After Bastan’s family was uprooted, they quietly moved to a new neighbourhood, and to another one, where they haven’t revealed their religion in public until today.
Even though there was no immediate danger to their lives, his mother decided one family member needed to survive and keep the family name going.
So she decided that Bastan would be the one to leave the country alone.
Within the same year he left his hometown, he left his home country as well.
His destination was India, Bahá’ís are accepted as refugees.
“It was lonely and scary. When you’re 15 and go to a county where you don’t know the language, their customs, where you’re going to live, or what you’re going to do, it [is] very scary.”
He recalls his life in India, and says it was full of hardships.
“It was difficult to work in India being a foreigner, so we didn’t have a job, or money coming from Iran.”
No one in his family could send him money, because of restrictions for non-Muslims.
He lived in India in poverty for three years, and when he was 18, he married to Farzaneh, who was also a refugee from Iran and Bahá’í herself.
Soon after, the young couple found out Canada was trying to sponsor some Iranian Bahá’ís in India and other parts of the world and bring them over to Canada, so that they can work and make a living.
Within a year, Bastan and his wife relocated to Fredericton.
“We came to this community, and every day they would help us find a job and look for apartments. We just loved it and we stayed here.”
He started working as an assistant at the Harvey Studios in downtown Fredericton, and learned photo-taking skills gradually.
Twenty-six years after moving to Fredericton, Bastan still works here, and is now a professional photographer, and a store manager.
Bastan has gone through tremendous amount of discrimination and poverty, but he has seen lots of hope too.
Moving to Canada made his life better, and he wishes the whole world would be like that.
“Bahá’ís believe in no borders. We believe the whole world as one country. It’s all part of the God-given land where we live. The freedom of being here is appreciated. The son of the father of the Bahá’í faith came to Canada in 1912, and mentioned North America being a democracy that has to be an example for the world to follow.”
His and his wife’s families still live in Iran, and Bastan says they are now known to be Bahá’í.
He says people in general don’t care about the religion, and people even like his family very much. But since they never know what will happen if the government finds out, they keep really a low profile now.

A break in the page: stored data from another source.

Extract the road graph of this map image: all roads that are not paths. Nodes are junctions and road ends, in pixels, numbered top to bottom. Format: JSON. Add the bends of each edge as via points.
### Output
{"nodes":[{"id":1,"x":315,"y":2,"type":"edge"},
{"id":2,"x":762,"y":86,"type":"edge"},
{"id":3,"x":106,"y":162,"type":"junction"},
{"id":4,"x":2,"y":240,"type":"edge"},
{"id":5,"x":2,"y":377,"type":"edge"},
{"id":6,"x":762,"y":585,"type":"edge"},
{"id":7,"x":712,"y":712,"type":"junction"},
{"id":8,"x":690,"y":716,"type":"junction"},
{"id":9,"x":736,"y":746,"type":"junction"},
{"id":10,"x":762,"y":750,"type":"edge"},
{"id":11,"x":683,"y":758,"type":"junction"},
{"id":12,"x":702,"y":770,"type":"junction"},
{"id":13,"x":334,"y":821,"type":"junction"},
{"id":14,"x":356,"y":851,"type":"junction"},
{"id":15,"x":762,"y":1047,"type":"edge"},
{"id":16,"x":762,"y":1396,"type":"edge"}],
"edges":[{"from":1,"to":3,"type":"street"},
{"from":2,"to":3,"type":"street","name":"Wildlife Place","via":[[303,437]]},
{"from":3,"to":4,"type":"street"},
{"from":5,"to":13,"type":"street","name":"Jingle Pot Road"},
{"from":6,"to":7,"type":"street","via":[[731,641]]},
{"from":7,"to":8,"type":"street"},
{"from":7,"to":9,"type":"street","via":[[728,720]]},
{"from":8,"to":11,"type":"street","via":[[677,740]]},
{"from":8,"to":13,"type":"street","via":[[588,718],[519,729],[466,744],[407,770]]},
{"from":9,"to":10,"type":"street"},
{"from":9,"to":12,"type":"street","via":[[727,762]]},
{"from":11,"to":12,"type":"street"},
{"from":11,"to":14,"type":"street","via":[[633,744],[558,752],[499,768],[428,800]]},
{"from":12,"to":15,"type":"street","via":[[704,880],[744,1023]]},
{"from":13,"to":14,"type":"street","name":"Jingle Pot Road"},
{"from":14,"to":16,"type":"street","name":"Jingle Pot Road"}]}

“People usually have good views of the Bahá’ís. People of Iran are very friendly, but it’s just the government [that] sometimes isn’t very friendly.”
Bastan knows Bahá’ís are persecuted in Iran everyday, so he keeps praying for them, and that’s the only thing he can do now.
“I am never angry. In the Bahá’í faith, we’re taught never to seek revenge or talk bad about the government. We’ve always been obedient to the government. Hopefully it will get better some day.”
Bastan’s family celebrated New Year’s last Friday. The first day of spring is the first day of their year.
Ironically, Bahá’ís and Iranian Muslims celebrate the New Year at the same time.
“It’s a double New Year for us, being Bahá’í, and being Iranian.”
On the New Year’s Eve, he and his family celebrated Bahá’í New Year, and the next day they went to the Iranian New Year’s party.
His New Year’s wish was for peace.
“I wish for peace on Earth, and unity of mankind, because I’d like to see everyone united.”
about bahá’í
Bahá’í faith doesn’t have priests or monks, followers independently seek truth.
The international centre for the faith is in Haifa, Israel
There are 50 Bahá’ís in Fredericton
There are 50 million Bahá’ís worldwide
Bahá’í is the second most popular religion in the world.